In this idea lies one of the most characteristic cultural traits of the modern Italian populism, established with the 5-Star Movement and Matteo Salvini's League. But it is with the appearance of former prime minister Silvio Berlusconi on the political scene in the 1990s that this process began. For Berlusconi, in fact, the establishment of a direct relationship with the people served primarily to claim for himself the votes of the entire center-right coalition, and thus reaffirm his leadership. For Meloni, on the other hand, it is the theoretical premise for transforming Italy into a presidential republic, like France.
A different vocabulary
This is a strongly identity-based issue. It is no coincidence that “presidentialism” is another central word in the vocabulary of the right. And it is precisely here that this side’s attempt to defuse the values that underlie the Italian Republic, such as anti-fascism, could play a decisive role. In fact, rather than the defense of historical fascism, Meloni’s intention seems to be to dismantle and remove anti-fascism. “Neutralized in its culture of reference,” Ezio Mauro writes in Italian daily LaRepubblica, “the Constitution will be changed through the Trojan horse of presidentialism, a perfect tool for populist preaching.” The goal of the right, Mauro added, “is a change of the system.” The model could be illiberal or neo-authoritarian democracies, such as Viktor Orbán’s Hungary.

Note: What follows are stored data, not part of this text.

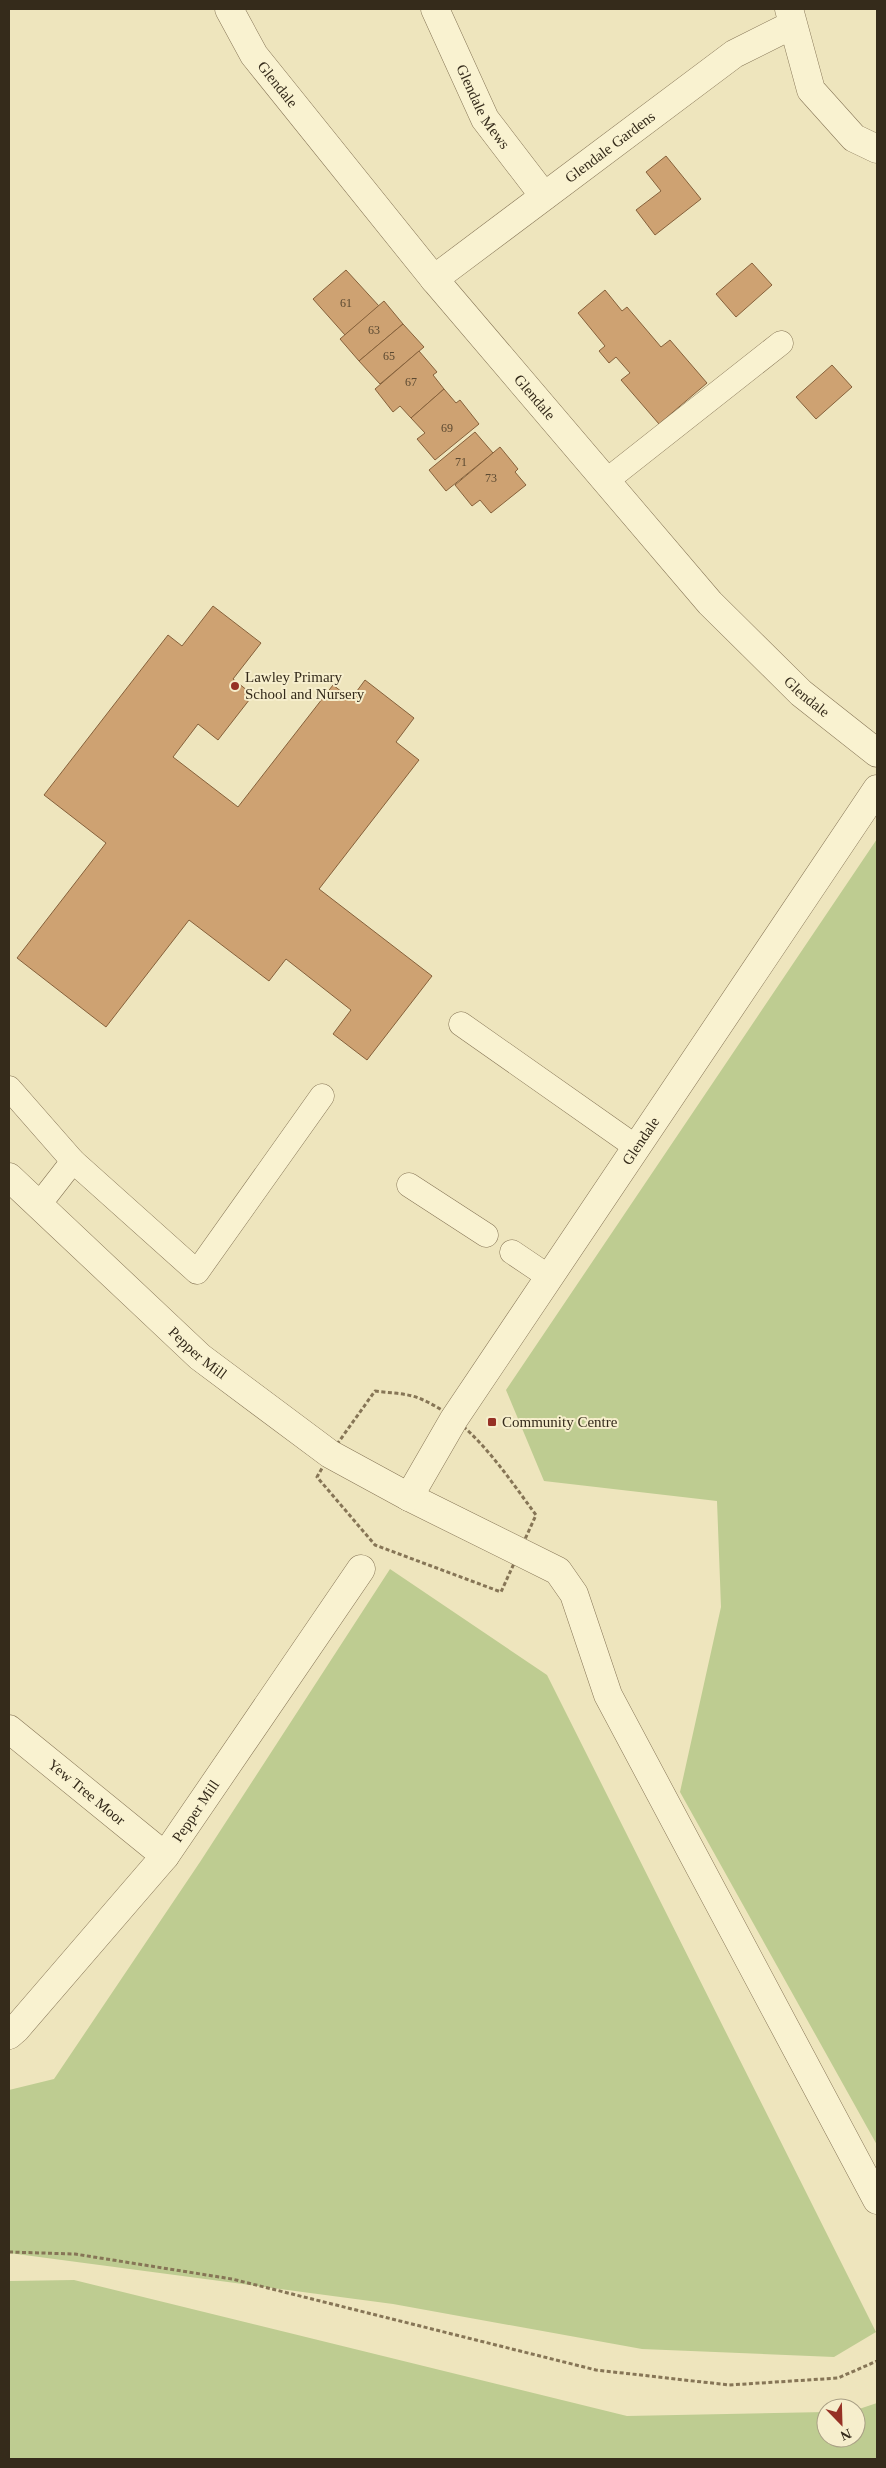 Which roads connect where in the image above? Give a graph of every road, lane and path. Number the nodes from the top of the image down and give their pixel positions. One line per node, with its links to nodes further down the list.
1 (228, 9): 6 (street, Glendale)
2 (435, 9): 5 (street, Glendale Mews)
3 (790, 17): 4 (street, Glendale Gardens); 5 (street, Glendale Gardens)
4 (877, 148)
5 (544, 196): 6 (street, Glendale Gardens)
6 (434, 278): 8 (street, Glendale)
7 (781, 343): 8 (lane)
8 (606, 481): 9 (street, Glendale)
9 (877, 753)
10 (877, 789): 14 (street, Glendale)
11 (461, 1024): 14 (lane)
12 (9, 1088): 15 (lane)
13 (322, 1096): 15 (lane)
14 (636, 1147): 21 (street, Glendale)
15 (73, 1161): 18 (lane)
16 (9, 1177): 18 (street, Pepper Mill)
17 (409, 1185): 19 (lane)
18 (38, 1206): 22 (street, Pepper Mill)
19 (486, 1235)
20 (512, 1252): 21 (lane)
21 (549, 1276): 23 (street, Glendale)
22 (330, 1454): 23 (street, Pepper Mill); 24 (path)
23 (409, 1497): 24 (street, Pepper Mill)
24 (520, 1552): 29 (street, Pepper Mill)
25 (361, 1569): 27 (street, Pepper Mill)
26 (9, 1729): 27 (street, Yew Tree Moor)
27 (166, 1856): 28 (street, Pepper Mill)
28 (9, 2035)
29 (877, 2200)
30 (9, 2252): 31 (path)
31 (877, 2361)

All these words — redemption, homeland, people, presidentialism and nation — form, in short, an ideology that has as its horizon the transformation of parliamentary democracy.
The reappearance of a system of ideas put at the service of a political objective constitutes no small novelty, after a thirty-year period in which all parties have dispensed with ideas, replacing them with communication. But, as mentioned, this vocabulary also serves to assert a cultural hegemony. And of the emerging cultural hegemony of this radical right, even intellectuals close to the center-left seem to be victims. Just think of writer Emanuele Trevi who, intervening in the debate opened by La Repubblica with a series of articles on ideas to reform the left, said he dreams of “a left-wing Giorgia Meloni.” Or to psychoanalyst Massimo Recalcati who, in that same forum, started from the triad “God, Motherland and Family,” — a cornerstone of reactionary culture dredged up from the past by Meloni herself and also claimed in the election campaign.
Yet, in Meloni’s words, as philosopher Giorgia Serughetti noted in the newspaper Domani, patriots are “not only those who care about the fate of the nation and defend its borders, but also the champions of religious, community and family values.”
As the right understands it, the triad “God, Motherland and Family” nurtures the culture of the nation, and is a wall that excludes others.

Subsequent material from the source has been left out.